剩下的这些虽然是歪瓜裂枣,但也聊胜于无,矬子中拔大个吧!
“你!”,李弘差点没气背过去。他是明白了,为什么郭正一,掐半个眼珠,看不上他。平时怪话不少,办起实事来狗屁不是!
再回过头来,看看六郎的雍王府,当初也不过王勃、刘纳言、秦晙等一班少年人,底子比东宫薄多了吧!现在,却是人才济济,把并州大都督经营的有条不紊。
事到如今,发脾气也起不到什么作用,除了死马当活马医,还有别的选择么?深吸了两口气,强压下心中的不满,撇了郭瑜一眼,李弘便点了点头,示意可以开始了。
“你多大岁数了?”
“什么?”
“孤问你多大岁数了?”,有些不满的李弘,不得不提高音量。
哦,这回老头儿听明白了,拱手慢声慢语的回话:他今年六十有五了,永徽三年的进士,饱读诗书,学富五车,曾经在河南道当过一任县令。
别看他岁数大了,一顿还能吃两个馍,再活个十年八年不成问题,还能帮着殿下署理文牍,协理政务。
额,能不能为自己分忧,李弘还真不知道,就瞅着老头儿说话都上气不接下气的样子,他要是能活过年底,就算祖宗烧高香了。
“下去吧!”
“殿下,您还没说让臣干什么呢?”
还干什么,你还能干什么啊?李弘还不耐烦的摆了摆手,示意殿中的侍卫,把老头扶下去。
.......,老头这可开了个好头,紧接着就一顿“群魔乱舞”,一一奇葩的奏对,啼笑皆非,让人听哭笑不得。
李弘的脸色不仅越来越难看,袖子里的手,也捏的咔咔作响,撇郭瑜的眼神,都他妈有些变态了。
见太子动了真火,郭瑜的脑门是布满了汗珠。
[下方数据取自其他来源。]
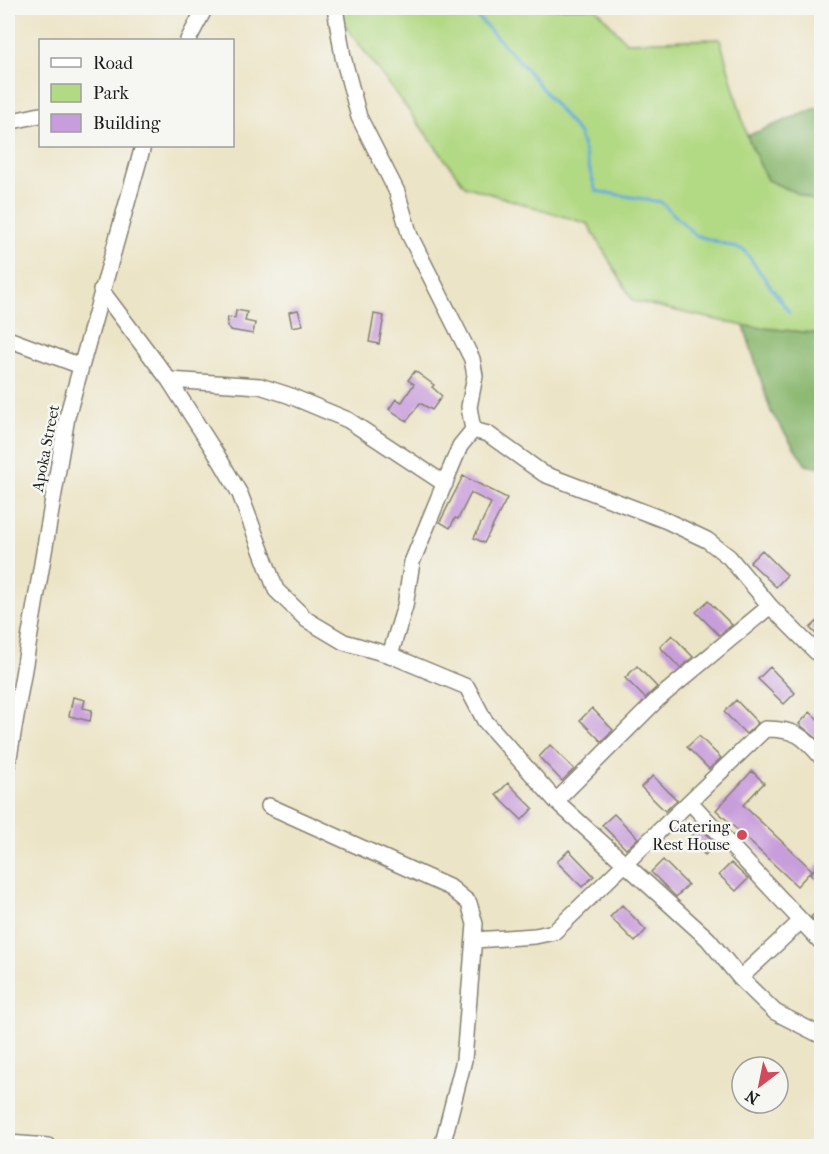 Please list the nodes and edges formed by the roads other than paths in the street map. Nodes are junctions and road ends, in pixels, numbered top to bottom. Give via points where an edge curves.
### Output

一边用袖子擦汗,一边心中祈祷,希望这一网里能有一两条“好鱼”。
“咿呀!臣方如汉,参见太子殿下!”
中年行的礼夸张之极,有点像是唱戏的,他那一嗓子咿呀,惊李弘手里的茶盏,差点没拿稳。
将茶盏放在案上,揉着发涨的头,李弘沉声问道:“说吧,你能干什么?”
“小臣从前在边州,专司茶马贸易!闲置后,没事就跟着教坊司编练歌舞,殿下要是需要,小臣可以帮你。”
那中年的话还没有说完,李弘便抬手打断了他,只是冷冷说了两个字:下去!
不知道是李弘的声音小,还那中年的小脑没发育健全,竟然还木呆呆的问李弘,他什么时候能到东宫的宫乐队去当值。
啪,听了他这话,憋了半天的李弘再也压不住心里的火了,抓起茶盏冲着那中年就扔了过去。
怒气冲冲的吼道:“滚,都给孤滚出去!”
得,太子这么一吼,不仅吓的闲员们跪在地上瑟瑟发抖,以头触地,不能言语。更是惊动了殿外的侍卫、宦官,他们也都赶紧上前,把正处于蒙蔽状态的闲员都拉出殿去。
太子爷可是出了名的好脾气,对下人们一直都宽仁的很。能把他气成这样,这些家伙也算是能人了,所以在往下托人的时候,也一点照顾的意思都没有,生拉硬拽,与对待犯人没什么区别。
“孤却实不如六郎啊!”
“殿下,殿下,都是臣无能,都是臣的错,殿下不可过分自责,意志消沉啊!”
郭瑜这事办的是不怎么样,可他对自己却是忠心耿耿,从来都为他着想。这责怪的话,宽仁的李弘却怎么也说不出口。
“行了,你起来吧!派人去打听打听,六郎到哪儿,他什么时候回来!”
李弘当然不知道,他要面对的不仅仅是用人难的问题。一个酝酿已久的阴谋,正在向他及东宫的僚属悄然而至。失去了李贤帮衬的他,即将面临人生中,最难的抉择!